I decided to improve my understanding of Haskell today, by reimplementing it in Haskell. It lacks MVCishness, but it's still nice. I also couldn't find a function to convert from strings to integers, so I implemented one quickly using a number->int function. It is not perfect, since it does conversions to hex digits, but it is a start.

Can I improve on it? Please do comment. ;)

module GolfScore where

import Data.Char

toNumber str =
let slen = length str
toNum_ str ((length str) - 1) 0

toNum_ :: [Char] -> Int -> Int -> Int
toNum_ str (-1) val = val

toNum_ str count val =
let currVal = (str !! count)
in toNum_ str (count - 1)
(val + ((digitToInt currVal) * (10 ^ (((length str) - 1) - count))))

-- main
run count holes = run_ count holes [] []

run_ 0 holes lstName lstRes = showResults (reverse lstName) (reverse lstRes)
run_ count holes lstName lstRes =
do putStr "Enter name: "
n <- getLine
scores <- getAndAddScores holes []

run_ (count -1) holes (n : lstName)
((foldr ((+) . toNumber) 0 scores) : lstRes)

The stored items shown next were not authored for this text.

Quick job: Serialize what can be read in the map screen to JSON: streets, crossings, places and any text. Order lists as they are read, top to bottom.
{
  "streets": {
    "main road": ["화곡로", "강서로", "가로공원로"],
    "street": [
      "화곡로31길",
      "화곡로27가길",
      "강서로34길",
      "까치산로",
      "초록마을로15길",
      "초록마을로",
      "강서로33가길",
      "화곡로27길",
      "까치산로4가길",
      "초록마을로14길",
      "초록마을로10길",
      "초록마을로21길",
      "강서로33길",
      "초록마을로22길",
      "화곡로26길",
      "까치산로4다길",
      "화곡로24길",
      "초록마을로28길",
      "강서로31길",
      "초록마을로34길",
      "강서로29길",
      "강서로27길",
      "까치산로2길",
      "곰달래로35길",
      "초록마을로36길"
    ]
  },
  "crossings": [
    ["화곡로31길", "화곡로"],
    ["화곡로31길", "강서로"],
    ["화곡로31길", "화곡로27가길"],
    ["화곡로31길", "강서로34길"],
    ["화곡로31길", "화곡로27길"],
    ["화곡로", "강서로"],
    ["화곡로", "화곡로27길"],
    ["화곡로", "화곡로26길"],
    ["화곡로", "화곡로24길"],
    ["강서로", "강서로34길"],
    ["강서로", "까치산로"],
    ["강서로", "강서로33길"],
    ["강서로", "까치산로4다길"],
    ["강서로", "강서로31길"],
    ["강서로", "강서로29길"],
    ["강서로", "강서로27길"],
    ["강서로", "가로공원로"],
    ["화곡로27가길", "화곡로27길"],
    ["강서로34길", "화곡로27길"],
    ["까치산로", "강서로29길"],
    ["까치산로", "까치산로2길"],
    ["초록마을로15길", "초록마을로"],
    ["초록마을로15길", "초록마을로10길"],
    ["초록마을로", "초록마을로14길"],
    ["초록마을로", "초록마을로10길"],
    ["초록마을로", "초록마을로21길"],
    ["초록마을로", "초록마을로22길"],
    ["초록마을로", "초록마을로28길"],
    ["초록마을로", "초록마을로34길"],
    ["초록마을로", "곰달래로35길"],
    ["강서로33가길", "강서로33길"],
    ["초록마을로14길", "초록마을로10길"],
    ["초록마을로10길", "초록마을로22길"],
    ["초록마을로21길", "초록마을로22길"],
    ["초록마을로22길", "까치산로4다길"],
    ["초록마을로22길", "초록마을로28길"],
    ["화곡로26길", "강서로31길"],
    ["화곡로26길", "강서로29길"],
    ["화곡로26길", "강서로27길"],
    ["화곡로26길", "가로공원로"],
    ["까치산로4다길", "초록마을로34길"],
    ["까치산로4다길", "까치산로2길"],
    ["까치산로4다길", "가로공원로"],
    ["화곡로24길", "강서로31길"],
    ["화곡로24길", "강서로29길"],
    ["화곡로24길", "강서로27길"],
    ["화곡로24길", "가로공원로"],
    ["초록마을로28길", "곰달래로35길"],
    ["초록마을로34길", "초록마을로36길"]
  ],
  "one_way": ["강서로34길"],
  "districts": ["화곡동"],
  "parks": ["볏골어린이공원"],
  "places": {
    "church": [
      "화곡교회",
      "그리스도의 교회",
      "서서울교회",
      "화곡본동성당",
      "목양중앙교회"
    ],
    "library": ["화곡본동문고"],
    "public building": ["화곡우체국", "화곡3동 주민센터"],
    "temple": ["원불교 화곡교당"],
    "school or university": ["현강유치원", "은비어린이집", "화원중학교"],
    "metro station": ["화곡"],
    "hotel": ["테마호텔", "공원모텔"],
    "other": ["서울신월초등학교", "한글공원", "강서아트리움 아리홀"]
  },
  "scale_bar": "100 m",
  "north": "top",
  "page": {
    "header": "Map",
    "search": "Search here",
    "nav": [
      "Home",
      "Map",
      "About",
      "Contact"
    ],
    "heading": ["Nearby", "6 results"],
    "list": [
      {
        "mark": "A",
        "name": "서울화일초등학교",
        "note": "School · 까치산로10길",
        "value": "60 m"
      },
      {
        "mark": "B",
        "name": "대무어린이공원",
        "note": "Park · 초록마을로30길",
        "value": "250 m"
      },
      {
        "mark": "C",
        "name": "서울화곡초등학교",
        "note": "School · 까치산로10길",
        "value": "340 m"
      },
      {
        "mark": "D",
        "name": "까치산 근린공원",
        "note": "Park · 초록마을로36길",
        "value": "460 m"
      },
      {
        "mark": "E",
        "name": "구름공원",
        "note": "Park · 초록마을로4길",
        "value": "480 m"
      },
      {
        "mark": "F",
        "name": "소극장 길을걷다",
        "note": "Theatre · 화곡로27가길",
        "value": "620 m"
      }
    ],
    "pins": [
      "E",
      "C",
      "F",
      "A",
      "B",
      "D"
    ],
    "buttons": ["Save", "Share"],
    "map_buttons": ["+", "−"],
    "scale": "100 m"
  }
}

showResults [] _ = return ()
showResults (x:xs) (y : ys) =
putStr x
putStr " got a score of: "
print y
showResults xs ys

getAndAddScores 0 scores = do return scores
getAndAddScores holes scores =
putStr "Enter score: "
score <- getLine
getAndAddScores (holes - 1) (score : scores)

This Weblog

I am going to post random samples of code that look interesting to me in languages I am trying out. Right now, I have to look at other programming languages that I do not completely know. It will start off with a lot of Haskell and Ada code.